Côté masculin, citons les parcours remarqués de Melle Meaucourt et Virginie Py (toutes deux parvenues aux championnats de France à Paris au début des années 2000), mais aussi celui d’Alain VIDAL, 2e dan, qui atteindra le plus haut niveau national.
Parmi les 2e dan du club, on retrouve Roger Olazabal, Robert Alcaraz, Jean Noël Lapeyre, Jean-Luc Llobregat, Gaëtan Llobregat, Nicolas Vidal et Gauthier Barthès, certains étant également enseignants.



Plus tôt dans le temps, obtiendront le 1er dan : Michel Lanet, Jean-François Lujan (1er dan en 1987), le docteur Chambat, Selami, Djillali Bouhamama. Vincent CHALINE, quant à lui, obtient le 2e dan licencié chez nous après un premier dan obtenu dans un autre club.

L’enseignant principal du club, Grégory STAFFONI, est parvenu au 3ᵉ dan et incarne la continuité de l’enseignement, dans l’esprit des générations précédentes.
À partir de 2014, l’arrivée de l’Aïkido au sein du club avec Maxime Ridel (4e dan) et Yohan Gomez (2e dan) ajoutera de nouvelles figures marquantes. Deux Aïkidokas, Stéphane David et Antoine Zacharias, obtiendront leur 1er dan en 2016 puis leur 2e dan en 2018.
Parmi les licenciés qui ont beaucoup compté dans la vie du club, il faut aussi citer Dominique Breuer et Pierrot Démoulin, qui ont énormément donné de leur temps et de leur énergie.

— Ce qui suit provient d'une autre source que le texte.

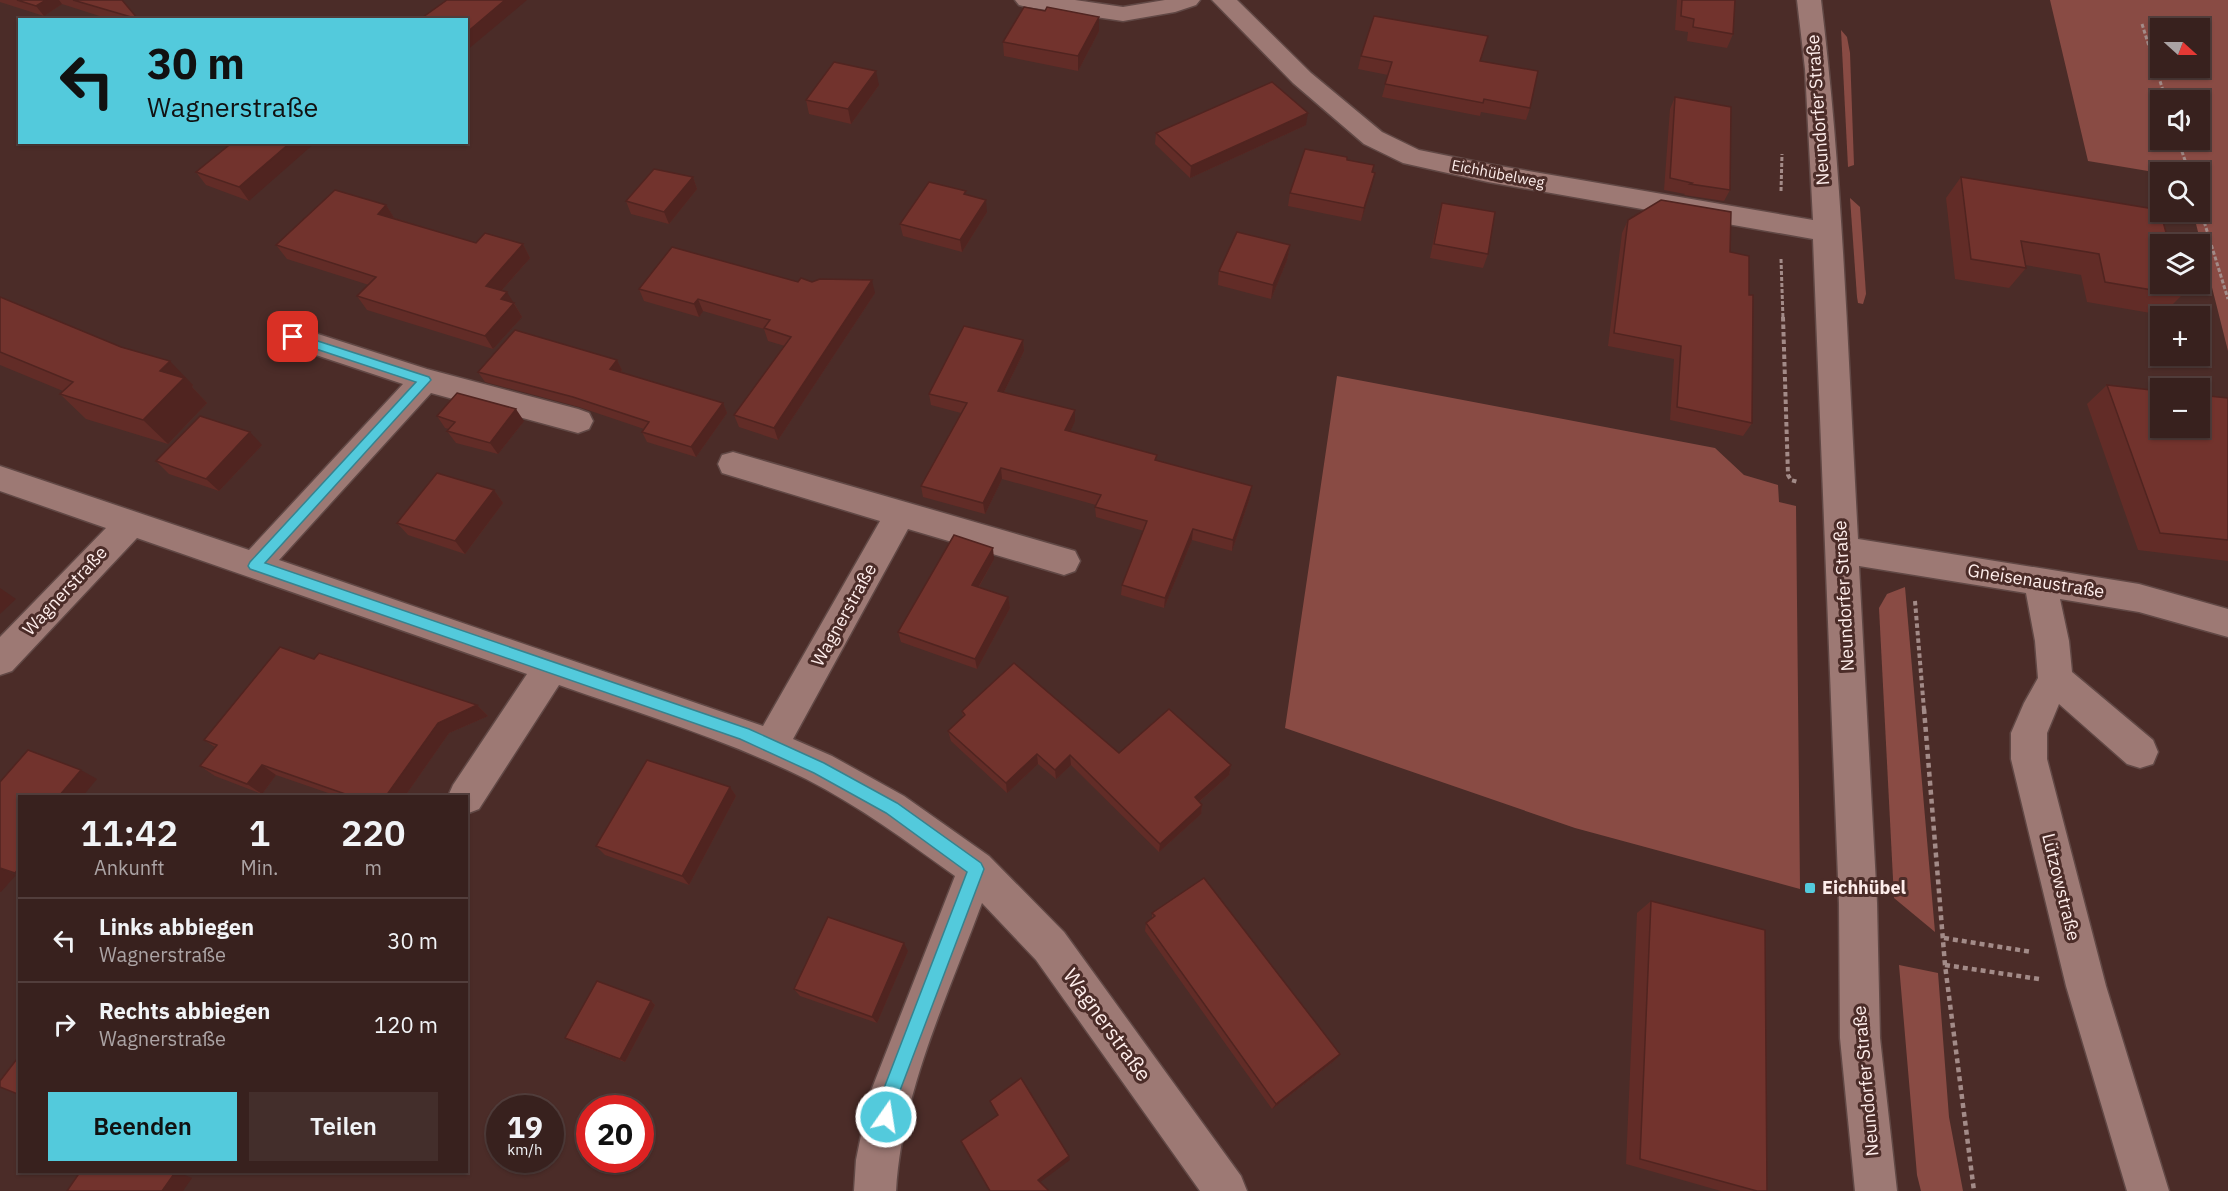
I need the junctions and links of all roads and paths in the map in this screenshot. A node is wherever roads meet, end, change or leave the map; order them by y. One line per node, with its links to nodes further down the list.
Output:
1 (1027, 0): 2 (street)
2 (1188, 0)
3 (1224, 0): 8 (street, Eichhübelweg)
4 (1809, 0): 9 (street, Neundorfer Straße)
5 (2142, 24): 6 (path)
6 (2163, 90)
7 (2204, 222): 10 (path)
8 (1781, 224): 9 (street, Eichhübelweg); 16 (path)
9 (1827, 232): 19 (street, Neundorfer Straße)
10 (2228, 298)
11 (293, 337): 12 (street)
12 (425, 380): 13 (street); 21 (street)
13 (578, 421)
14 (733, 464): 17 (street)
15 (0, 478): 18 (street, Wagnerstraße)
16 (1800, 482)
17 (900, 514): 20 (street); 28 (street, Wagnerstraße)
18 (131, 523): 21 (street, Wagnerstraße); 25 (street, Wagnerstraße)
19 (1842, 550): 22 (street, Gneisenaustraße); 37 (street, Neundorfer Straße)
20 (1064, 561)
21 (255, 566): 26 (street, Wagnerstraße)
22 (2040, 583): 24 (street, Gneisenaustraße); 27 (street)
23 (1914, 592): 32 (path)
24 (2228, 623)
25 (0, 660)
26 (551, 668): 28 (street, Wagnerstraße); 30 (street)
27 (2055, 679): 29 (street); 34 (street, Lützowstraße)
28 (771, 746): 31 (street, Wagnerstraße)
29 (2140, 752)
30 (467, 795)
31 (976, 869): 35 (street); 36 (street, Wagnerstraße)
32 (1944, 938): 33 (path); 34 (path)
33 (1945, 965): 34 (path); 38 (path)
34 (2083, 973): 39 (street, Lützowstraße)
35 (875, 1191)
36 (1226, 1191)
37 (1876, 1191)
38 (1974, 1191)
39 (2148, 1191)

À partir de 1993, la présidence est assurée par Régis PISTRE jusqu’en octobre 2020. Depuis, la gestion du club est dirigée par le président Christophe BATUT, 1er dan.


Dans le bureau actuel, on trouve Jérôme REDON, secrétaire, et depuis près de trente ans Jean-Luc LLOBREGAT, trésorier. Delphine Martin-David, Aïkidoka, assure le rôle de secrétaire adjointe pour la partie judo et aïkido. Bruno ZANNIER remplit la fonction d’intendant, chargé de toute la partie matérielle.



Il serait injuste de ne pas citer Christel ONRAZAC et Karine ZANNIER, qui ont souvent apporté une aide précieuse lors des événements du club et continuent de le faire de manière ponctuelle mais toujours efficace.
Bruno GOMEZ, 2e dan, rejoint le club et prendra en charge les jeunes intéressés par l’arbitrage. Lui-même arbitre régional, très apprécié dans la Ligue, il contribue à développer cette dimension essentielle du judo.
Il ne faut pas non plus oublier les partenaires institutionnels : la municipalité et le personnel communal, dont le soutien matériel et logistique a été déterminant (dojo, vestiaires, surface de tatami, douches, travaux, etc.), ainsi que les élus qui se sont succédé en conservant un lien fort avec le club.
Enfin, il y a les anonymes : parents, amis de l’association, bénévoles de l’ombre qui, avec leurs moyens de transport, leurs mains et leur bonne volonté, ont rendu possibles fêtes du club, tournois, commémorations et anniversaires. Ceux qui ne disent pas « Si vous avez besoin… », mais plutôt « Que faut-il faire ? ».
Cette liste est loin d’être complète. Beaucoup de noms nous échappent, et c’est parfois une douleur de constater que le temps a pu éloigner certains visages de nos mémoires. Mais les quelques personnes citées, présentes ou disparues, suffisent à montrer l’image d’une association portée par l’énergie et l’enthousiasme de toutes les générations confondues.
Alors, fêtons ces 70 ans, et en étant raisonnablement optimistes, disons-le : le meilleur est à venir. En tout cas, nous ferons tout pour cela.